>>>>>
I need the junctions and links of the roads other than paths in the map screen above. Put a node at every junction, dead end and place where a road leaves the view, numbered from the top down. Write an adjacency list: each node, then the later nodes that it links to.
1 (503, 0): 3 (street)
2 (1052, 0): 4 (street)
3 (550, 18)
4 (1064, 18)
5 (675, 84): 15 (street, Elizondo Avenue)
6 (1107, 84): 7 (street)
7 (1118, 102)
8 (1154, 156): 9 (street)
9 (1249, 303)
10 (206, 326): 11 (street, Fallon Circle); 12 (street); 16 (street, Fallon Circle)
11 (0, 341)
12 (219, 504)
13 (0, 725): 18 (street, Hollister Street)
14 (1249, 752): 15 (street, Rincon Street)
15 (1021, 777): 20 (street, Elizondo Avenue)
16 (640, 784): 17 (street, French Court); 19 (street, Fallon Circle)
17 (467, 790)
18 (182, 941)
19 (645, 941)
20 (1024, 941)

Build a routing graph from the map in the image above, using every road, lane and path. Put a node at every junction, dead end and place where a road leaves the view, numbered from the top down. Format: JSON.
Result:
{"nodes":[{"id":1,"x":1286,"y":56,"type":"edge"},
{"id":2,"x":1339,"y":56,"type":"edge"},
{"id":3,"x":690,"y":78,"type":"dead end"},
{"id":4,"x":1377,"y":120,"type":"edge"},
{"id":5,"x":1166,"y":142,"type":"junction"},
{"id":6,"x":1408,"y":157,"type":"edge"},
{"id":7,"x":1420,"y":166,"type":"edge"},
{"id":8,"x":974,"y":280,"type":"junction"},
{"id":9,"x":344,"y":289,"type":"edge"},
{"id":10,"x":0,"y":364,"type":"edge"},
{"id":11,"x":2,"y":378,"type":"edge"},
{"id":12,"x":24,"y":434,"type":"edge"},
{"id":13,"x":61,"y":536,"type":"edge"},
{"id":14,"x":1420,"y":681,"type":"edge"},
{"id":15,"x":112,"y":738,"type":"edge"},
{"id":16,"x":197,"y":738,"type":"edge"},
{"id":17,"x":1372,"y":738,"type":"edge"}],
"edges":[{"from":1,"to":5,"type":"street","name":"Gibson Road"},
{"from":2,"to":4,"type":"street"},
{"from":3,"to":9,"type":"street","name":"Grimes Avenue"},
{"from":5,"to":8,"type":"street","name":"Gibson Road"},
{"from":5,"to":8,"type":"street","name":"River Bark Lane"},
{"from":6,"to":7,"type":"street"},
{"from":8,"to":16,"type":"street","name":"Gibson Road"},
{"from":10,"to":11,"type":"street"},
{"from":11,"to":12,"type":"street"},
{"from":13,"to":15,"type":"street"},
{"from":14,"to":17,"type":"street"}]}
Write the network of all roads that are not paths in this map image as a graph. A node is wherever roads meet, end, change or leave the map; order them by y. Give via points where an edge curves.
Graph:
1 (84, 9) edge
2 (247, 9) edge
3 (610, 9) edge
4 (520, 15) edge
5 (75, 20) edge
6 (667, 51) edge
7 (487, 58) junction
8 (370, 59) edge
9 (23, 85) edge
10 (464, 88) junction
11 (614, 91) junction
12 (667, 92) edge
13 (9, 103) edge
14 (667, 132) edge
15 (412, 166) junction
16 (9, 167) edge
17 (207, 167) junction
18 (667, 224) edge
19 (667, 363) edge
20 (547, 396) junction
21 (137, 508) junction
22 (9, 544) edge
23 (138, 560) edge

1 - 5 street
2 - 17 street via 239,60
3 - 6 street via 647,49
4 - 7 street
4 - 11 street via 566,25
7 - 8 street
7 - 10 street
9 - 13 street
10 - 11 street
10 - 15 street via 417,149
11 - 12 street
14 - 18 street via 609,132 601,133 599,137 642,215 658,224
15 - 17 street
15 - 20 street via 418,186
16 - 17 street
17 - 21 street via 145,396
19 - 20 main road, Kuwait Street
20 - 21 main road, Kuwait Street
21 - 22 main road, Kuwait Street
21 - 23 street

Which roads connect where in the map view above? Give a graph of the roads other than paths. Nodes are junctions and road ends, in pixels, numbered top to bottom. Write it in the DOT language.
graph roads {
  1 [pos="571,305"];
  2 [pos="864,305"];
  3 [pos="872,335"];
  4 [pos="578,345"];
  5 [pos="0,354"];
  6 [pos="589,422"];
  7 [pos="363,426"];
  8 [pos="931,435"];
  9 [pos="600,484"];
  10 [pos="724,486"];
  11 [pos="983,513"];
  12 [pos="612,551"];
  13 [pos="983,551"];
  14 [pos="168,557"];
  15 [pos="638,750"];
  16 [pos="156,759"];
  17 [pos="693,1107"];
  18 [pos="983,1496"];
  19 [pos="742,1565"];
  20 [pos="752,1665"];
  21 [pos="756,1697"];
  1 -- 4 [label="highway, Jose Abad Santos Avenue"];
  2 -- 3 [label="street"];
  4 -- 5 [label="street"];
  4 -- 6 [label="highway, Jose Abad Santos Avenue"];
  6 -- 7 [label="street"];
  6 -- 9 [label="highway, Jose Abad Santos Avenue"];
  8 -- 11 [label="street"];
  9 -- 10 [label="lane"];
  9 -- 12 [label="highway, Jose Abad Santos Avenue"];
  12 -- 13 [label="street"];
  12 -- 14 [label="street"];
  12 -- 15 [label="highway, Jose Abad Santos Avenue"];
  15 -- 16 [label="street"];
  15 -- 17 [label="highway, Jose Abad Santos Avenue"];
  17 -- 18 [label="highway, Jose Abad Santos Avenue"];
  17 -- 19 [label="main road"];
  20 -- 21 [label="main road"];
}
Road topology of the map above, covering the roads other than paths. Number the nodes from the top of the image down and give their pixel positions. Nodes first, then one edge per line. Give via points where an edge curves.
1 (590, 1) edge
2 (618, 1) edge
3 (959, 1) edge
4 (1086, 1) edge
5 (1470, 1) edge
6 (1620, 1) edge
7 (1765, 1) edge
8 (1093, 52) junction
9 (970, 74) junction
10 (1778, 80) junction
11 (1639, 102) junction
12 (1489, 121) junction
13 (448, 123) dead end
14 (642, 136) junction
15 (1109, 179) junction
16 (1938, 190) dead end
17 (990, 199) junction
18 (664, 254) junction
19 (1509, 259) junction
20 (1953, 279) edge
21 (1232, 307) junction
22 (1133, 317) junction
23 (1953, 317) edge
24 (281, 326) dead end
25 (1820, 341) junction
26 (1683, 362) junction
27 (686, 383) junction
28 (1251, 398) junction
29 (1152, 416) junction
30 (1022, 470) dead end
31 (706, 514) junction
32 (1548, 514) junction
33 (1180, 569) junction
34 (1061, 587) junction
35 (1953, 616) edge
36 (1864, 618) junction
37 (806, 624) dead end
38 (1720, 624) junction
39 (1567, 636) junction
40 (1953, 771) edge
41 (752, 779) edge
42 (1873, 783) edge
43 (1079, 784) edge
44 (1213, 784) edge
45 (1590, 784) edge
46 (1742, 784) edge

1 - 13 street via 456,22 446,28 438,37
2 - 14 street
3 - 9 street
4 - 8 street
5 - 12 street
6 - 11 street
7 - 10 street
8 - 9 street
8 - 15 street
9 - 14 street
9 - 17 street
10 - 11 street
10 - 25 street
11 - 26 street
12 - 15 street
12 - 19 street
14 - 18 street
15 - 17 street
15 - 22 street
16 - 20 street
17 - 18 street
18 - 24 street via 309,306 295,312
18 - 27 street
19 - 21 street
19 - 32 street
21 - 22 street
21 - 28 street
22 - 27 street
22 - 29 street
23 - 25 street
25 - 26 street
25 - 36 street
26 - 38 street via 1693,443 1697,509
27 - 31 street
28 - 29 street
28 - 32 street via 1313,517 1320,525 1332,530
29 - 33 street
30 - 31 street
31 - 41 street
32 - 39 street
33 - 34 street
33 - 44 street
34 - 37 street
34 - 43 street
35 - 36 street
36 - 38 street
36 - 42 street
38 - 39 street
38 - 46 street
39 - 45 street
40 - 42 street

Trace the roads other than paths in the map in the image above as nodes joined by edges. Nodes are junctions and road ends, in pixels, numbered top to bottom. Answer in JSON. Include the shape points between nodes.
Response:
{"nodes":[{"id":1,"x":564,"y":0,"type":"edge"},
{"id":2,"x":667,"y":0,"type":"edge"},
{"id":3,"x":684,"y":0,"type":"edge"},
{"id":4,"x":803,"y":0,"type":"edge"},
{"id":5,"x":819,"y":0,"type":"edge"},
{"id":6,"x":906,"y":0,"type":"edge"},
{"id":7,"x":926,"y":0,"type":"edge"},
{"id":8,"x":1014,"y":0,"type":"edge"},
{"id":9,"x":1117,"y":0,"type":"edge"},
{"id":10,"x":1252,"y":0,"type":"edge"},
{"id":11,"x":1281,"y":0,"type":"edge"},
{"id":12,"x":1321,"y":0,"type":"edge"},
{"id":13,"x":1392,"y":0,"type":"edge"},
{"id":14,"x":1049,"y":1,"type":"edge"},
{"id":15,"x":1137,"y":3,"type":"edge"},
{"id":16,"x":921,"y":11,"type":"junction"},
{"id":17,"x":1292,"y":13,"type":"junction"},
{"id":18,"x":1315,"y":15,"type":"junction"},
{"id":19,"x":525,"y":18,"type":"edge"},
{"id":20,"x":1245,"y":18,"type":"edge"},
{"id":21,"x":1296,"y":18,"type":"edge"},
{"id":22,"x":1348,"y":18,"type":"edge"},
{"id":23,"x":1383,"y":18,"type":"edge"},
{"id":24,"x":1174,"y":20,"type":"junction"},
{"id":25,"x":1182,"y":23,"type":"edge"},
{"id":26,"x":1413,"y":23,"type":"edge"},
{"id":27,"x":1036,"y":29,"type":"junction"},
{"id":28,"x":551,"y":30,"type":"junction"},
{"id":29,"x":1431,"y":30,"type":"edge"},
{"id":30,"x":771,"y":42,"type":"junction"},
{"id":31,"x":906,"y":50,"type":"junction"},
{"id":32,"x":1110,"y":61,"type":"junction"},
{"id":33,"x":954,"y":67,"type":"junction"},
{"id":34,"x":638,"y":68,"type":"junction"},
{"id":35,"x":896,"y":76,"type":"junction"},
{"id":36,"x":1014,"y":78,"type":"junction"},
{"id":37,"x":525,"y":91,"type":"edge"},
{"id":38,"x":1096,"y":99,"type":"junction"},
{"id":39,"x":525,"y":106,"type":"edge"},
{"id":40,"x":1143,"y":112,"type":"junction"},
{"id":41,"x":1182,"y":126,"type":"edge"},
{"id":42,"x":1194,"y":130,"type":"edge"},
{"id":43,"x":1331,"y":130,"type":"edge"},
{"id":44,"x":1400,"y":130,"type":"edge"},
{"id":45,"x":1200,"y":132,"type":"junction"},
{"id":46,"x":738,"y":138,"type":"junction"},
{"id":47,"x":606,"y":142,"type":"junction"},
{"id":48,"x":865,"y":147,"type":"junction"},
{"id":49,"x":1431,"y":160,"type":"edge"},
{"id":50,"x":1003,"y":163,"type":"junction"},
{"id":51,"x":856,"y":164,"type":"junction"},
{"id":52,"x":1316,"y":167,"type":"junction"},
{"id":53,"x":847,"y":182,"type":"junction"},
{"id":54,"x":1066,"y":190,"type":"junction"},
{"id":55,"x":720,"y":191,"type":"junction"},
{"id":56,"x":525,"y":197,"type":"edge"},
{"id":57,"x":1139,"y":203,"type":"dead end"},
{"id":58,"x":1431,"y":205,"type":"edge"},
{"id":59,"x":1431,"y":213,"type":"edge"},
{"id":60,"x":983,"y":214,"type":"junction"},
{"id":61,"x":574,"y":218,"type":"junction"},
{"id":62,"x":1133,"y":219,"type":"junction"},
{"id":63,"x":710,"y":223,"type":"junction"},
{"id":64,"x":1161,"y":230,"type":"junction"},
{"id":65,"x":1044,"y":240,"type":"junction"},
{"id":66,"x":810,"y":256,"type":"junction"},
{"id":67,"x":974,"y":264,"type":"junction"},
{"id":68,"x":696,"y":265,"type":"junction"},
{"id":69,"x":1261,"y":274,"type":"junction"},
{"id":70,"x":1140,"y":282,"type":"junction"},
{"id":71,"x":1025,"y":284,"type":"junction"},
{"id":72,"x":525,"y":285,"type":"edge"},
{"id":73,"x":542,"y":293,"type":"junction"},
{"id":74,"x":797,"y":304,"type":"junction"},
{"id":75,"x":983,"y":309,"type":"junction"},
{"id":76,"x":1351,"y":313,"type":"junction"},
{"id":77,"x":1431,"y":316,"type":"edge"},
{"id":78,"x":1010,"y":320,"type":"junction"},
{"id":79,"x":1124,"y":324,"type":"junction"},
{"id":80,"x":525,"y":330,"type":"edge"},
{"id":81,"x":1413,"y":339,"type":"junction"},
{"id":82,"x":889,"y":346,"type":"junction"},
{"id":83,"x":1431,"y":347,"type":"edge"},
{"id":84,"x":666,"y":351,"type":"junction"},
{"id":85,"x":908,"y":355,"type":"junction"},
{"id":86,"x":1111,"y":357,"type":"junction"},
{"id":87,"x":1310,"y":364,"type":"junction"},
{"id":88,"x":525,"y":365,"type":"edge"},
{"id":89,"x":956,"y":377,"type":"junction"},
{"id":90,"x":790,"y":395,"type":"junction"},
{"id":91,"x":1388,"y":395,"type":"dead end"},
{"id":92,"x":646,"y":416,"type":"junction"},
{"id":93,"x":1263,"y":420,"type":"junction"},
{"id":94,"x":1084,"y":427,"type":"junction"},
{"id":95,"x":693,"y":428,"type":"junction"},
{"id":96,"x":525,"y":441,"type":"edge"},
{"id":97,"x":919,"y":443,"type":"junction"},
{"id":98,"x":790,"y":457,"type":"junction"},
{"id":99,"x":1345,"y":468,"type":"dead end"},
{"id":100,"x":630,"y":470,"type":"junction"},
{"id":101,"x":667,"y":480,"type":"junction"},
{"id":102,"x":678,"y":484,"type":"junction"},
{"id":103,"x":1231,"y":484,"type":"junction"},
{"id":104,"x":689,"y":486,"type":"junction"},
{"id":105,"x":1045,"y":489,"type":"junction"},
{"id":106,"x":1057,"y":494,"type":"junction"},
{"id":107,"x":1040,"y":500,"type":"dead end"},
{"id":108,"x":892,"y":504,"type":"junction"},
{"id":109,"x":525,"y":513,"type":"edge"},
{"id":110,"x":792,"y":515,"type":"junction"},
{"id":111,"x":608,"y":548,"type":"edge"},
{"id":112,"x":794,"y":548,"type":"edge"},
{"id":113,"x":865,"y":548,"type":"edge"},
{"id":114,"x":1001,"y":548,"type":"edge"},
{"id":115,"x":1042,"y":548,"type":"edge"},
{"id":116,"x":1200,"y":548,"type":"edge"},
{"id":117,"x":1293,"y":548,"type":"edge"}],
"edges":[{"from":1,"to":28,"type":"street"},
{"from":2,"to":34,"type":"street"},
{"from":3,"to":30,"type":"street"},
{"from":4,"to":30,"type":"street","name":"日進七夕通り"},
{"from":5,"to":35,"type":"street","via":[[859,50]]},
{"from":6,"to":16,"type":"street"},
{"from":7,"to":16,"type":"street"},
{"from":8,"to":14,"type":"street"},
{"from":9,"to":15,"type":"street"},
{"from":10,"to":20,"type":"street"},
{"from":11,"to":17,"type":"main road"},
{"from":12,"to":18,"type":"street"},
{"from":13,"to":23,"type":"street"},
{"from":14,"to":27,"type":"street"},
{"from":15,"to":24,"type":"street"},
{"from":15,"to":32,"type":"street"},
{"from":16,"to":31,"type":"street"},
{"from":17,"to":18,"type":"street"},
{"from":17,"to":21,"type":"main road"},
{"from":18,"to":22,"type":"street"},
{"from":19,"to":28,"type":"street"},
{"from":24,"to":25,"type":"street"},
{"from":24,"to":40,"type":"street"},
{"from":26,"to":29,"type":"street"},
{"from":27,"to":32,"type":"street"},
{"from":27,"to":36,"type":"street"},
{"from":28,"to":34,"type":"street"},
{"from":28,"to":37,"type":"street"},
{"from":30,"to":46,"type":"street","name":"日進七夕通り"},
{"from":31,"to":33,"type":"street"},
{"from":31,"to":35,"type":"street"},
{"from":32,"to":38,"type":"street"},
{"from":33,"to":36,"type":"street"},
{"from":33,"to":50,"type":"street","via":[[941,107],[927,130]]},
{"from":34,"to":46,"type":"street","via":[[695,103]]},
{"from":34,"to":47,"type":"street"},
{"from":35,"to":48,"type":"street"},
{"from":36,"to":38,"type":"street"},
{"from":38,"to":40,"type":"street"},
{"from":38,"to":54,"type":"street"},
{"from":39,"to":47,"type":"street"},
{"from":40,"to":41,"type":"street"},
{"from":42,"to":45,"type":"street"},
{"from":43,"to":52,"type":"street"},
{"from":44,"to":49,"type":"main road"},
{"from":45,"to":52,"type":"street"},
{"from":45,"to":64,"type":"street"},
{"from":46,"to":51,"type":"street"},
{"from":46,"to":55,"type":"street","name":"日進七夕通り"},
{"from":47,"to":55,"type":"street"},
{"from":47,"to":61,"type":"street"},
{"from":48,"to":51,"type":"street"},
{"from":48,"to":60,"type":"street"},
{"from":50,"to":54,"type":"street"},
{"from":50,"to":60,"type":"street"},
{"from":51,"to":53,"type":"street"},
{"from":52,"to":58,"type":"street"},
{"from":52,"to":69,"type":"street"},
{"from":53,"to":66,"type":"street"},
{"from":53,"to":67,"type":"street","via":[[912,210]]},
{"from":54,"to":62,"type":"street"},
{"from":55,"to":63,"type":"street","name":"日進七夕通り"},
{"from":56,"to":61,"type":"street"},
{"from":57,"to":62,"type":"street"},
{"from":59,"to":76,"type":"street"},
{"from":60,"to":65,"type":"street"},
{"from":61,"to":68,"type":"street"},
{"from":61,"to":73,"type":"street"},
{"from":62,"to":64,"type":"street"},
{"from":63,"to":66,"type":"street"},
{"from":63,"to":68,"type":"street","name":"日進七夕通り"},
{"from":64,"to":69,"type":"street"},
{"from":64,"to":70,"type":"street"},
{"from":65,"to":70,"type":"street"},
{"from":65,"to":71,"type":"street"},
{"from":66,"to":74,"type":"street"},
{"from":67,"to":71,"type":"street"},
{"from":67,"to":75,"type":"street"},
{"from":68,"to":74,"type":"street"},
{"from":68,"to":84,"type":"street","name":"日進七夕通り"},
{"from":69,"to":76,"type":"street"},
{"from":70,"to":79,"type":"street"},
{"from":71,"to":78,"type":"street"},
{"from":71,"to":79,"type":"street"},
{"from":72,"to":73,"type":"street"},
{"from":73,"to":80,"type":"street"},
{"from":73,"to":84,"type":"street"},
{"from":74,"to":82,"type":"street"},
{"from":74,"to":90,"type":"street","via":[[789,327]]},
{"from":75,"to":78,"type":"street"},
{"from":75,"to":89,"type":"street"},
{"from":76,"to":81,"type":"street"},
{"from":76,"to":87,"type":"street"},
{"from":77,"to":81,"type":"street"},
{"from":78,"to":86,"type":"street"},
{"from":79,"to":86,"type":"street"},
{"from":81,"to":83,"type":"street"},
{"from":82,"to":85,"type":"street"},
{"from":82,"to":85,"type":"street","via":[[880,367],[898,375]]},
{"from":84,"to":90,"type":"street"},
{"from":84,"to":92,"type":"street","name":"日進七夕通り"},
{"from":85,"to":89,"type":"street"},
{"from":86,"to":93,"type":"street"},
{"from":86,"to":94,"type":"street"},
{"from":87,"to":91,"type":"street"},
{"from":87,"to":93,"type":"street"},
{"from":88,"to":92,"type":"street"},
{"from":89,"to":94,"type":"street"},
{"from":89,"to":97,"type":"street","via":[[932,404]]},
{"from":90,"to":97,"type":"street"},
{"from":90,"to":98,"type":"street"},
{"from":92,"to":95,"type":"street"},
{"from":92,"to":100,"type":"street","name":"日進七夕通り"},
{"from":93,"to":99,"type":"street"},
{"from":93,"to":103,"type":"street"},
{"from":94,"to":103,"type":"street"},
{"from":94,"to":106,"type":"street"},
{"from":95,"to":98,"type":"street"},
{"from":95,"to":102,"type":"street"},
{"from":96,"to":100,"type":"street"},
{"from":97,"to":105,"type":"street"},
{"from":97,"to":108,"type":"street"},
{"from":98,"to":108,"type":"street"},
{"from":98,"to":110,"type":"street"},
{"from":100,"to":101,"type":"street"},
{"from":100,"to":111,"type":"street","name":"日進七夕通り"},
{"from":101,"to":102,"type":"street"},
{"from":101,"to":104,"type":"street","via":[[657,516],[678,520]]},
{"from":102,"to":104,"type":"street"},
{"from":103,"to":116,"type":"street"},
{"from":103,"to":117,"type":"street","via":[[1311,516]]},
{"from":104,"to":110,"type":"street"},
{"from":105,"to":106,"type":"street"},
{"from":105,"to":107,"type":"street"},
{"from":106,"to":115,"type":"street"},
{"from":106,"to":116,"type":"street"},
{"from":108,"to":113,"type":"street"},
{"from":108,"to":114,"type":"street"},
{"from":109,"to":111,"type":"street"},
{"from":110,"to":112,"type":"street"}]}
<<<<<
WORK REQUEST: In the material above, find each line that has the string "place" and return it.

TASK RESULT:
I need the junctions and links of the roads other than paths in the map screen above. Put a node at every junction, dead end and place where a road leaves the view, numbered from the top down. Write an adjacency list: each node, then the later nodes that it links to.
Build a routing graph from the map in the image above, using every road, lane and path. Put a node at every junction, dead end and place where a road leaves the view, numbered from the top down. Format: JSON.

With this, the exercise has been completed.